= Problem requirements =
Transcribe the listing exactly, leaving out every picture.

= Material provided =

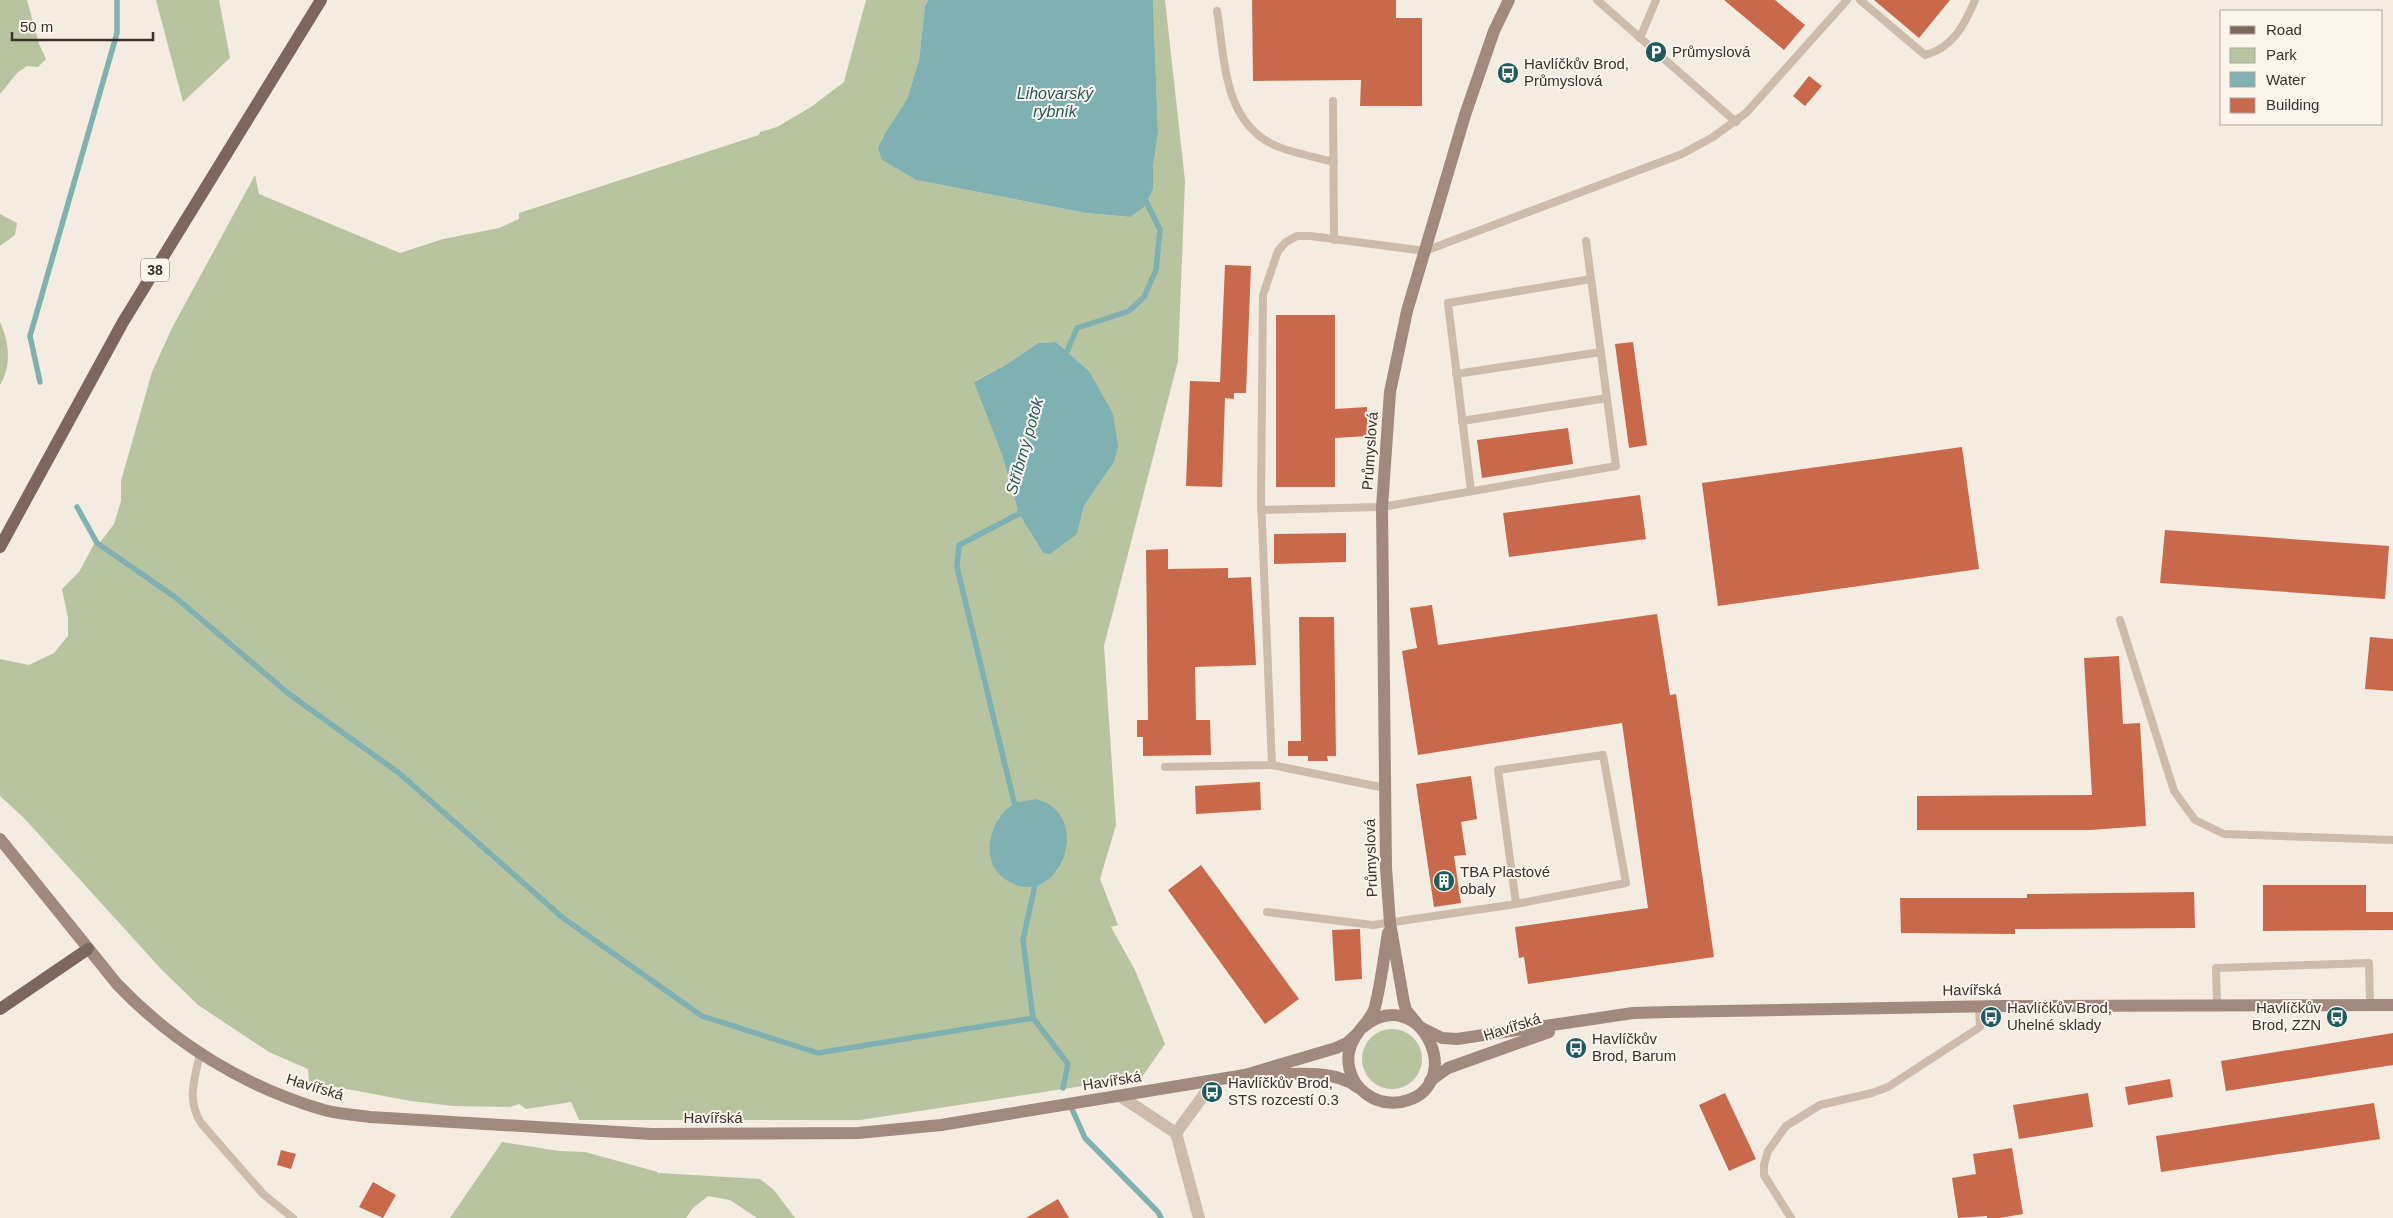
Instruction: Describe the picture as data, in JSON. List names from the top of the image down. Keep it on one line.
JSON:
{"streets":{"main road":["38"],"street":["Průmyslová","Havířská"]},"crossings":[["Průmyslová","Havířská"]],"water":["Lihovarský rybník","Stříbrný potok"],"places":{"parking":["Průmyslová"],"bus stop":["Havlíčkův Brod, Průmyslová","Havlíčkův Brod, Uhelné sklady","Havlíčkův Brod, ZZN","Havlíčkův Brod, Barum","Havlíčkův Brod, STS rozcestí 0.3"],"building":["TBA Plastové obaly"]},"legend":["Road","Park","Water","Building"],"scale_bar":"50 m"}
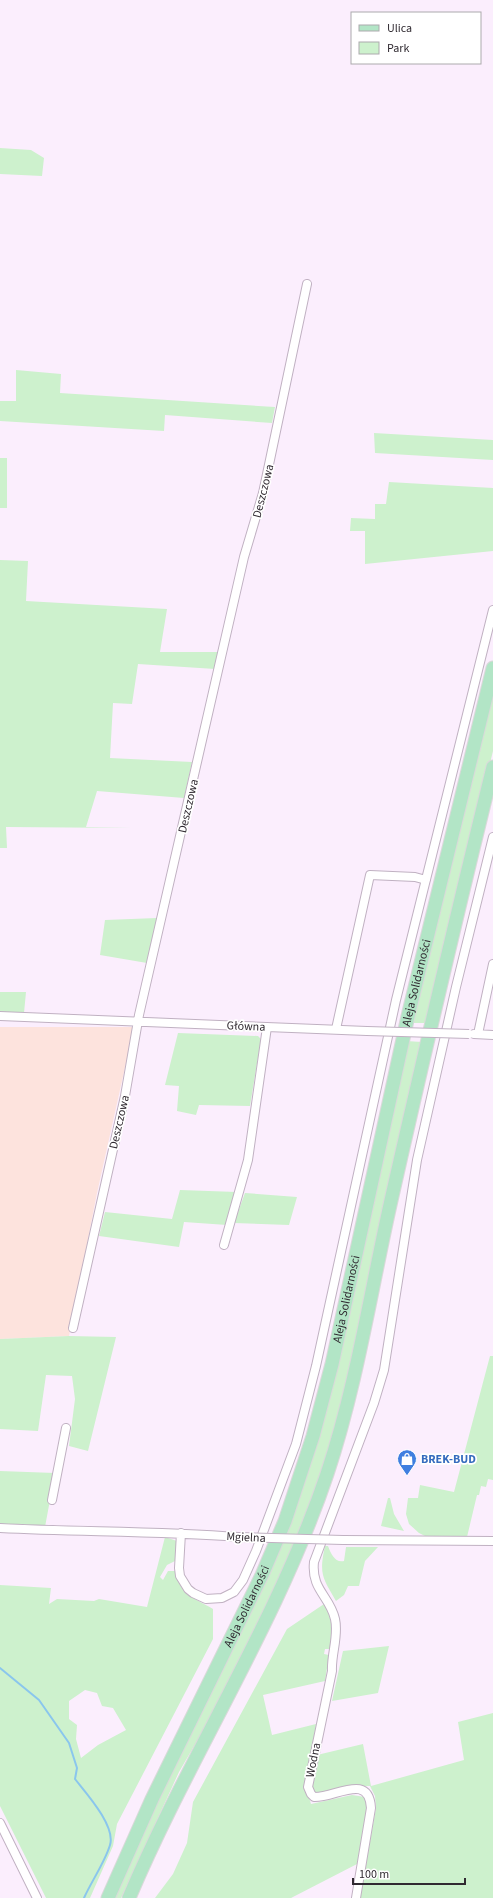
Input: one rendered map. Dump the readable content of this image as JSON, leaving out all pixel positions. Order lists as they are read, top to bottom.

= Problem solution =
Instruction: Describe the picture as data, in JSON. List names from the top of the image down. Keep it on one line.
JSON:
{"streets":{"main road":["38"],"street":["Průmyslová","Havířská"]},"crossings":[["Průmyslová","Havířská"]],"water":["Lihovarský rybník","Stříbrný potok"],"places":{"parking":["Průmyslová"],"bus stop":["Havlíčkův Brod, Průmyslová","Havlíčkův Brod, Uhelné sklady","Havlíčkův Brod, ZZN","Havlíčkův Brod, Barum","Havlíčkův Brod, STS rozcestí 0.3"],"building":["TBA Plastové obaly"]},"legend":["Road","Park","Water","Building"],"scale_bar":"50 m"}
Input: one rendered map. Dump the readable content of this image as JSON, leaving out all pixel positions. Order lists as they are read, top to bottom.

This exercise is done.